**GIVEN DATA:**
========================================
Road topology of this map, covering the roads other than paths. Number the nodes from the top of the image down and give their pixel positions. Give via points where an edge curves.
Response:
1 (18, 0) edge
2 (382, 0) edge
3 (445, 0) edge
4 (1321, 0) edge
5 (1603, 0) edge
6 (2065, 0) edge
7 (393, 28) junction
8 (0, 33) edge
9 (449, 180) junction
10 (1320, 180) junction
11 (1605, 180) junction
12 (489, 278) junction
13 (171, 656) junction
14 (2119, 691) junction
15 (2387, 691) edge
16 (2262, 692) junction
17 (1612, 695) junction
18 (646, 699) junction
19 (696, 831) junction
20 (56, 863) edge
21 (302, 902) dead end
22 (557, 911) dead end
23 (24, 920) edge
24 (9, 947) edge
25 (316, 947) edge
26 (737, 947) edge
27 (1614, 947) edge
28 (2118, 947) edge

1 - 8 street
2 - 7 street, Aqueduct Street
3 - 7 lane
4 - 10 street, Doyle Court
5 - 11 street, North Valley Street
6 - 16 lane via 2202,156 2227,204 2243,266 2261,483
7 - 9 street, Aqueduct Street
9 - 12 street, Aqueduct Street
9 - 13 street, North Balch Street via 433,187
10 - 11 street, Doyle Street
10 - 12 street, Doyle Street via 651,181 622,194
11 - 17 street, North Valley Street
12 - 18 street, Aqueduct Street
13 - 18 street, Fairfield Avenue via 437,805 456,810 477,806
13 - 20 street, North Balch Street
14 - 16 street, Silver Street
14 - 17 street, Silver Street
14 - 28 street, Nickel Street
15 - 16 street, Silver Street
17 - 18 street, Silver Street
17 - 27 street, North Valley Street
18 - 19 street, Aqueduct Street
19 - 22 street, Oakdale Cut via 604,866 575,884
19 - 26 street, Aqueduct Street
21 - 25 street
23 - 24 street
========================================
**WORK TO COMPLETE:** Each record is to be given again in full, exactly as it reads.

**WRITTEN SOLUTION:**
Road topology of this map, covering the roads other than paths. Number the nodes from the top of the image down and give their pixel positions. Give via points where an edge curves.
Response:
1 (18, 0) edge
2 (382, 0) edge
3 (445, 0) edge
4 (1321, 0) edge
5 (1603, 0) edge
6 (2065, 0) edge
7 (393, 28) junction
8 (0, 33) edge
9 (449, 180) junction
10 (1320, 180) junction
11 (1605, 180) junction
12 (489, 278) junction
13 (171, 656) junction
14 (2119, 691) junction
15 (2387, 691) edge
16 (2262, 692) junction
17 (1612, 695) junction
18 (646, 699) junction
19 (696, 831) junction
20 (56, 863) edge
21 (302, 902) dead end
22 (557, 911) dead end
23 (24, 920) edge
24 (9, 947) edge
25 (316, 947) edge
26 (737, 947) edge
27 (1614, 947) edge
28 (2118, 947) edge

1 - 8 street
2 - 7 street, Aqueduct Street
3 - 7 lane
4 - 10 street, Doyle Court
5 - 11 street, North Valley Street
6 - 16 lane via 2202,156 2227,204 2243,266 2261,483
7 - 9 street, Aqueduct Street
9 - 12 street, Aqueduct Street
9 - 13 street, North Balch Street via 433,187
10 - 11 street, Doyle Street
10 - 12 street, Doyle Street via 651,181 622,194
11 - 17 street, North Valley Street
12 - 18 street, Aqueduct Street
13 - 18 street, Fairfield Avenue via 437,805 456,810 477,806
13 - 20 street, North Balch Street
14 - 16 street, Silver Street
14 - 17 street, Silver Street
14 - 28 street, Nickel Street
15 - 16 street, Silver Street
17 - 18 street, Silver Street
17 - 27 street, North Valley Street
18 - 19 street, Aqueduct Street
19 - 22 street, Oakdale Cut via 604,866 575,884
19 - 26 street, Aqueduct Street
21 - 25 street
23 - 24 street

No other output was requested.